We had the life that many other parents of our generation have: my wife and I both worked, our two kids were in daycare until 5 p.m., and we made the mad dash from dinner to bath to bed by eight. We were getting about three hours per day with our kids during the week. It was 180 minutes of time playing, essentially, icebreaker games. It just didn’t feel right.
I had experienced enough with our first child to know that after we put our daughter in daycare, there were going to be days I picked her up and learned that she had hit some milestone that her mother and I had missed. I knew this but hadn’t handled it. Then that day came. I walked into the daycare and her provider told me that Rona, then just nine months old, had stood up. She leaned against a bookcase and became bipedal. Her teacher was delighted and so was Rona (it seemed). I was delighted too, but also upset. But I didn’t have time to process. I had to rush the kids home. My wife and I fed Rona and Fox dinner, gave them a bath, and said goodnight before we, ourselves, called it a day.
Although I knew I was missing out on my kid’s lives, I was reluctant to give up my own. I knew what career I wanted when I was 14 and I’d worked every day since to realize that teenage dream. I worked in entertainment and brushed shoulders with some of the most brag-worthy names out there. I didn’t want to give that up, but I also couldn’t slip the feeling I was missing crucial moments of my kid’s life.
Eventually, my anxiety about missing out mixed with my work-related anxiety. Depression followed. I had made a compromise that wasn’t working. I came clean to my boss and company. I asked for a change.
The timing was just right. We moved our first kid to a Montessori school that ends at 3 p.m. every day. The school was also willing to accommodate our youngest on a part-time basis (three days a week) if we chose. I used this change as a catalyst to my own. I went from a traditional work schedule to working from home two days a week with Rona by my side, and leaving the office (or home office) early each day so I could pick the kids up from school and get a few bonus hours.
I knew that this was the outcome I wanted and I sensed I could get it, but I wrestled with the decision for weeks. I was nervous about asking for the schedule change, not just because I was worried that my boss would say no, but also because my personal identity was and is so deeply tied to what I do for a living. I kept asking myself: “Who am I if I am not this guy?” It felt like an impasse when it was, in fact, a situation that required me to have an honest discussion and make a personal choice. That choice doesn’t define me, but it is reflective of who I am and what I value.
I was fortunate that when I made it, I was met with understanding by both my coworkers and my wife.
Now, I have what I want. The commute to and from school is longer than when they were in daycare, but it doesn’t matter. It’s during those car rides that I get to enjoy the rewards of my chosen path. My 4-year-old jabbers on about what he did that day or what he sees outside his window, or literally anything that comes into his mind. I get to know him a little better. He enjoys the routine of Dad picking him up and we have a few extra hours to spend than we did before. Sure, I know way too much about Paw Patrol plot lines these days, but we get these moments together, a connection that is fulfilling and unquantifiable.
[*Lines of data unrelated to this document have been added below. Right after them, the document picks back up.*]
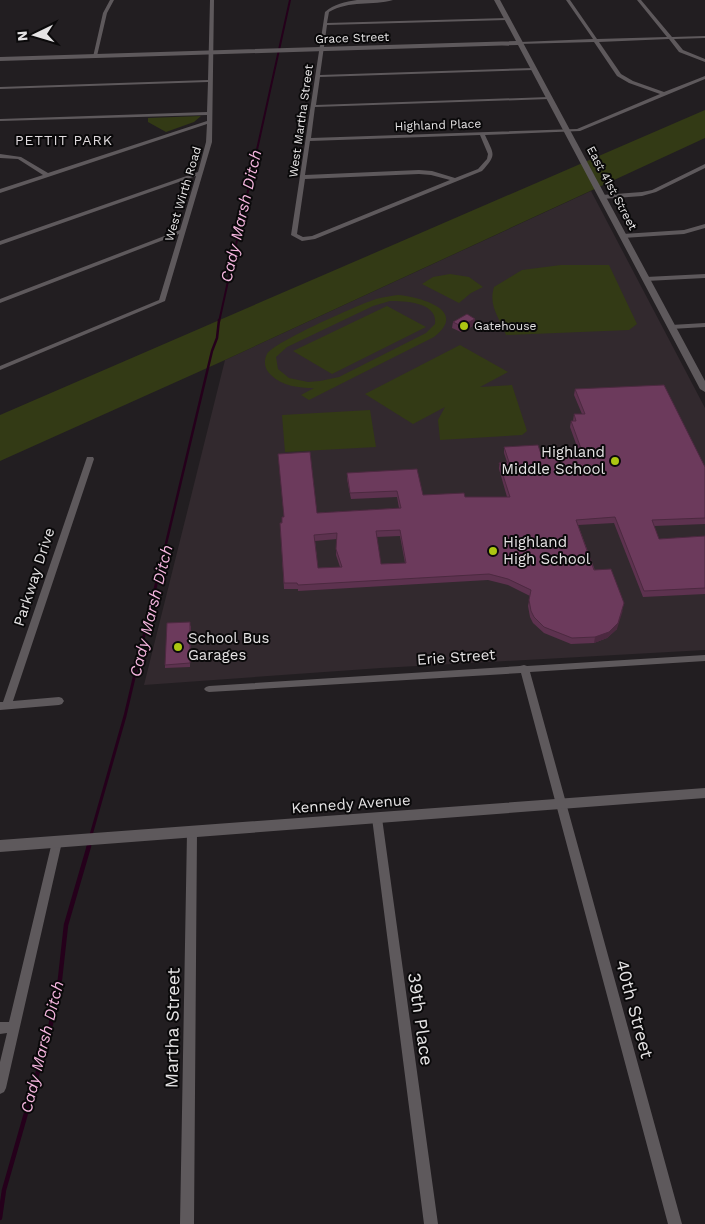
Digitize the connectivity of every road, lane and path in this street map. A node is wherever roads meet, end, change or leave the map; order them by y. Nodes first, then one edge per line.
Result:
1 (112, 0) edge
2 (212, 0) edge
3 (391, 0) edge
4 (497, 0) edge
5 (568, 0) edge
6 (639, 0) edge
7 (507, 19) junction
8 (326, 24) junction
9 (705, 37) edge
10 (670, 38) junction
11 (595, 40) junction
12 (520, 42) junction
13 (322, 48) junction
14 (211, 52) junction
15 (95, 56) junction
16 (0, 59) edge
17 (705, 61) edge
18 (534, 69) junction
19 (318, 76) junction
20 (705, 77) edge
21 (211, 81) junction
22 (0, 88) edge
23 (665, 94) junction
24 (550, 98) junction
25 (314, 106) junction
26 (210, 113) junction
27 (0, 120) edge
28 (210, 122) junction
29 (567, 130) junction
30 (482, 133) junction
31 (309, 140) junction
32 (0, 156) edge
33 (705, 166) edge
34 (199, 173) junction
35 (47, 175) junction
36 (303, 177) junction
37 (454, 180) junction
38 (0, 190) edge
39 (602, 197) junction
40 (705, 226) edge
41 (182, 232) junction
42 (623, 236) junction
43 (302, 239) joint
44 (0, 243) edge
45 (705, 276) edge
46 (646, 279) junction
47 (0, 301) edge
48 (705, 325) edge
49 (672, 326) junction
50 (0, 368) edge
51 (704, 383) edge
52 (90, 459) dead end
53 (705, 658) edge
54 (524, 668) junction
55 (209, 689) dead end
56 (59, 701) dead end
57 (4, 705) edge
58 (705, 793) edge
59 (561, 804) junction
60 (377, 818) junction
61 (192, 832) junction
62 (57, 842) junction
63 (0, 846) edge
64 (14, 1027) junction
65 (0, 1028) edge
66 (0, 1088) edge
67 (187, 1224) edge
68 (430, 1224) edge
69 (675, 1224) edge

1 - 15 street
2 - 14 street, West Wirth Road
3 - 8 street, West Martha Street
4 - 7 street, East 41st Street
5 - 11 street
6 - 10 street
7 - 8 street
7 - 12 street, East 41st Street
8 - 13 street, West Martha Street
9 - 10 street, Grace Street
10 - 11 street, Grace Street
10 - 17 street
11 - 12 street, Grace Street
11 - 23 street
12 - 13 street, Grace Street
12 - 18 street, East 41st Street
13 - 14 street, Grace Street
13 - 19 street, West Martha Street
14 - 15 street, Grace Street
14 - 21 street, West Wirth Road
15 - 16 street, Grace Street
18 - 19 street
18 - 24 street, East 41st Street
19 - 25 street, West Martha Street
20 - 23 street
21 - 22 street
21 - 26 street, West Wirth Road
23 - 29 street
24 - 25 street
24 - 29 street, East 41st Street
25 - 31 street, West Martha Street
26 - 27 street
26 - 28 street, West Wirth Road
28 - 34 street, West Wirth Road
28 - 35 street
29 - 30 street, Highland Place
29 - 39 street, East 41st Street
30 - 31 street, Highland Place
30 - 37 street
31 - 36 street, West Martha Street
32 - 35 street
33 - 39 street
34 - 41 street, West Wirth Road
34 - 44 street
35 - 38 street
36 - 37 street
36 - 43 street, West Martha Street
37 - 43 street
39 - 42 street, East 41st Street
40 - 42 street
41 - 47 street
41 - 50 street, West Wirth Road
42 - 46 street, East 41st Street
45 - 46 street
46 - 49 street, East 41st Street
48 - 49 street
49 - 51 street, East 41st Street
52 - 57 street, Parkway Drive
53 - 54 street, Erie Street
54 - 55 street, Erie Street
54 - 59 street
56 - 57 street
58 - 59 street, Kennedy Avenue
59 - 60 street, Kennedy Avenue
59 - 69 street, 40th Street
60 - 61 street, Kennedy Avenue
60 - 68 street, 39th Place
61 - 62 street, Kennedy Avenue
61 - 67 street, Martha Street
62 - 63 street, Kennedy Avenue
62 - 64 street
64 - 65 street
64 - 66 street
The schedule is hard. The workload didn’t change as much as you might think, but I’m consolidating my time: an hour with the kids, an hour for work. I can’t make all the work trips I used to, which was sometimes the reward to the job. That’s fine. So be it.
But when I think back to that 14-year old kid, who sat in his bedroom, dreaming of making a living in entertainment, I know I did okay. I know that I’ve done enough that I can re-direct my goals. I’m planning on getting another 40-plus years in this career. I’m lucky if I get another four years with kids who want to share this amount of themselves with me. I can revisit the career stuff like a favorite record, but this time with my kids, at the age they are, just becoming humans – this is the stuff that’s finite.
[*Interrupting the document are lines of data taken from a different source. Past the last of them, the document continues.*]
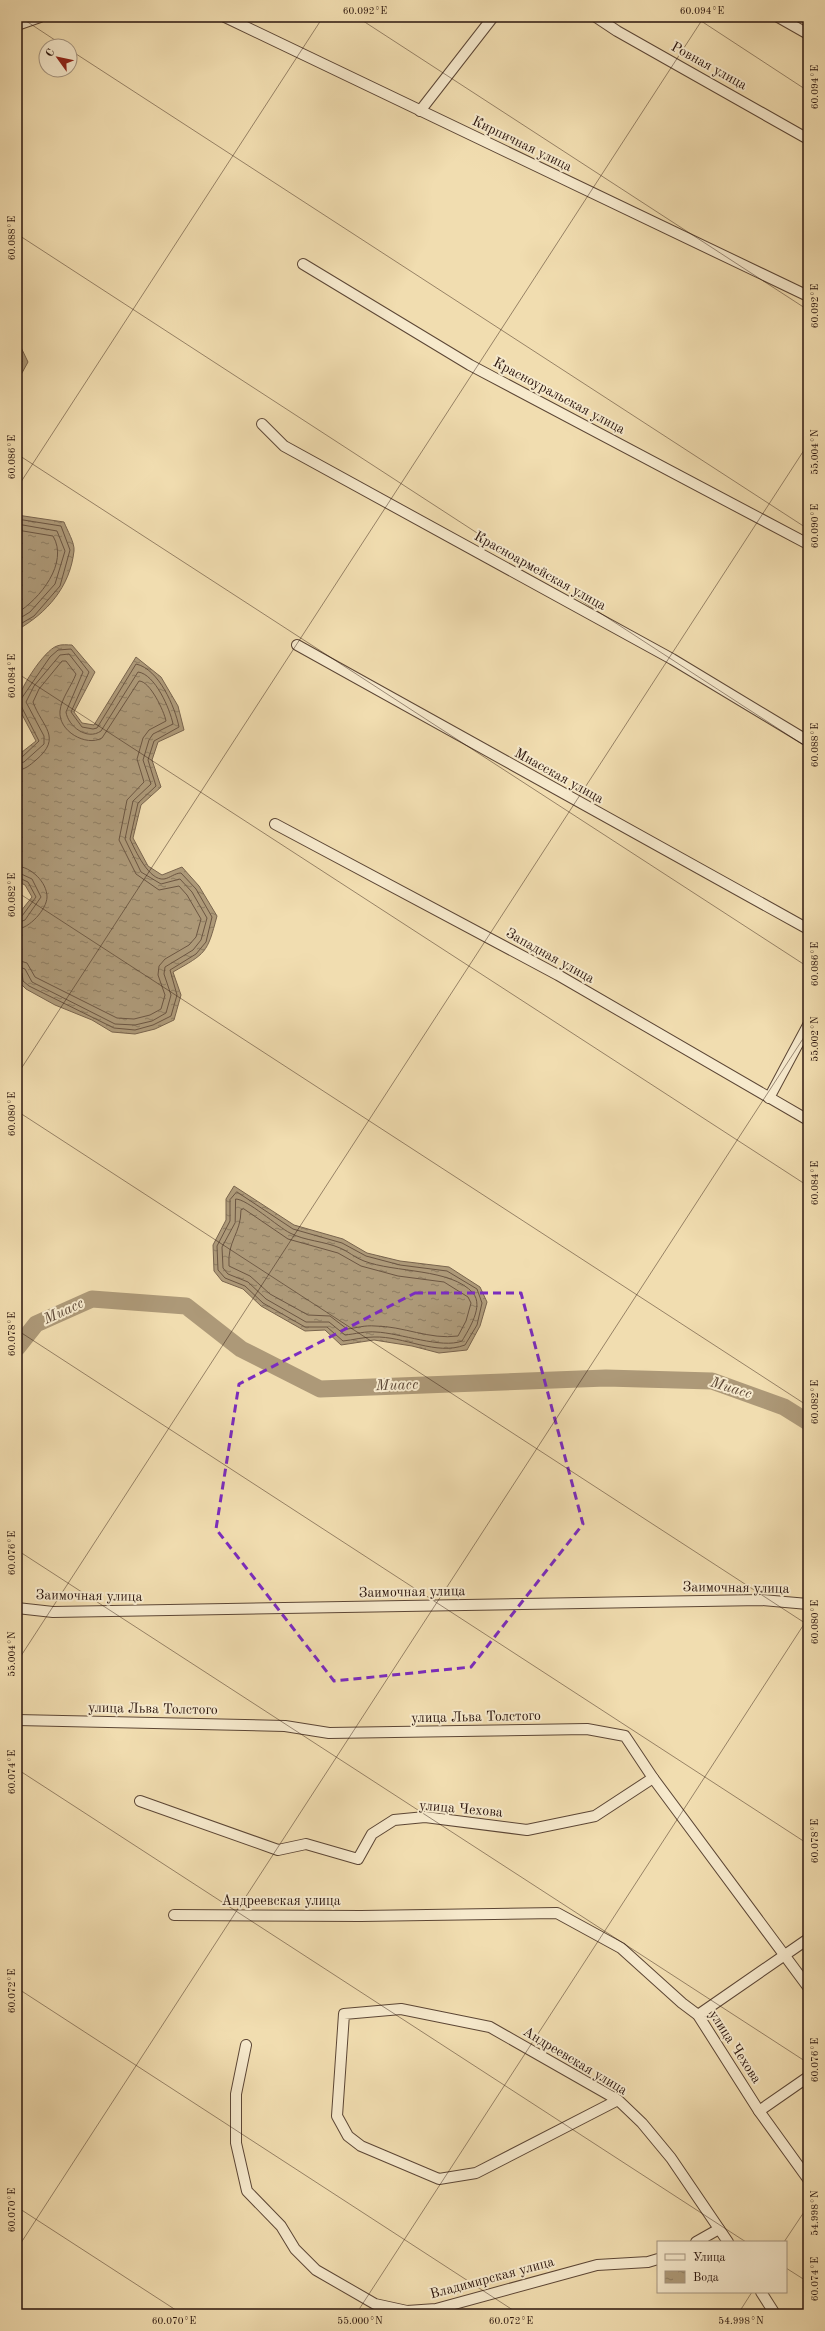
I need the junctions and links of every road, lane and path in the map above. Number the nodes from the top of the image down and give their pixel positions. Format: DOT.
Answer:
graph roads {
  1 [pos="40,17"];
  2 [pos="225,17"];
  3 [pos="493,17"];
  4 [pos="596,17"];
  5 [pos="778,17"];
  6 [pos="29,19"];
  7 [pos="17,25"];
  8 [pos="808,34"];
  9 [pos="420,111"];
  10 [pos="808,138"];
  11 [pos="303,264"];
  12 [pos="808,296"];
  13 [pos="262,424"];
  14 [pos="808,544"];
  15 [pos="297,646"];
  16 [pos="808,741"];
  17 [pos="275,824"];
  18 [pos="808,929"];
  19 [pos="808,1025"];
  20 [pos="769,1098"];
  21 [pos="808,1120"];
  22 [pos="808,1604"];
  23 [pos="17,1608"];
  24 [pos="17,1720"];
  25 [pos="653,1778"];
  26 [pos="140,1801"];
  27 [pos="556,1913"];
  28 [pos="174,1915"];
  29 [pos="808,1939"];
  30 [pos="785,1956"];
  31 [pos="808,1987"];
  32 [pos="698,2015"];
  33 [pos="246,2045"];
  34 [pos="808,2078"];
  35 [pos="618,2100"];
  36 [pos="759,2110"];
  37 [pos="808,2179"];
  38 [pos="719,2228"];
  39 [pos="698,2241"];
  40 [pos="727,2241"];
  41 [pos="657,2259"];
  42 [pos="762,2293"];
  43 [pos="436,2312"];
  44 [pos="775,2314"];
  1 -- 6 [label="street"];
  2 -- 9 [label="street, Кирпичная улица"];
  3 -- 9 [label="street"];
  4 -- 10 [label="street, Ровная улица"];
  5 -- 8 [label="street"];
  6 -- 7 [label="street"];
  9 -- 12 [label="street, Кирпичная улица"];
  11 -- 14 [label="street, Красноуральская улица"];
  13 -- 16 [label="street, Красноармейская улица"];
  15 -- 18 [label="street, Миасская улица"];
  17 -- 20 [label="street, Западная улица"];
  19 -- 20 [label="street"];
  20 -- 21 [label="street, Западная улица"];
  22 -- 23 [label="street, Заимочная улица"];
  24 -- 25 [label="street, улица Льва Толстого"];
  25 -- 26 [label="street, улица Чехова"];
  25 -- 30 [label="street, улица Льва Толстого"];
  27 -- 28 [label="street, Андреевская улица"];
  27 -- 32 [label="street, улица Чехова"];
  29 -- 30 [label="street"];
  30 -- 31 [label="street, улица Льва Толстого"];
  30 -- 32 [label="street"];
  32 -- 36 [label="street, улица Чехова"];
  33 -- 43 [label="street, Владимирская улица"];
  34 -- 36 [label="street"];
  35 -- 35 [label="street, Андреевская улица"];
  35 -- 38 [label="street, Андреевская улица"];
  36 -- 37 [label="street, улица Чехова"];
  38 -- 39 [label="street"];
  38 -- 40 [label="street, Андреевская улица"];
  41 -- 43 [label="street, Владимирская улица"];
  42 -- 44 [label="street"];
}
Only a week into our new schedule with a new school, I took the kids straight to the park after school. Fox rushed off to feed the ducks. I took Rona out of her stroller and went to plop her on the grass. I failed because she got her feet down first, sticking the landing. She stood on her own. No leaning for support. No holding my hand. She was happy. I was happy. She was standing on her own and I was there to see it happen.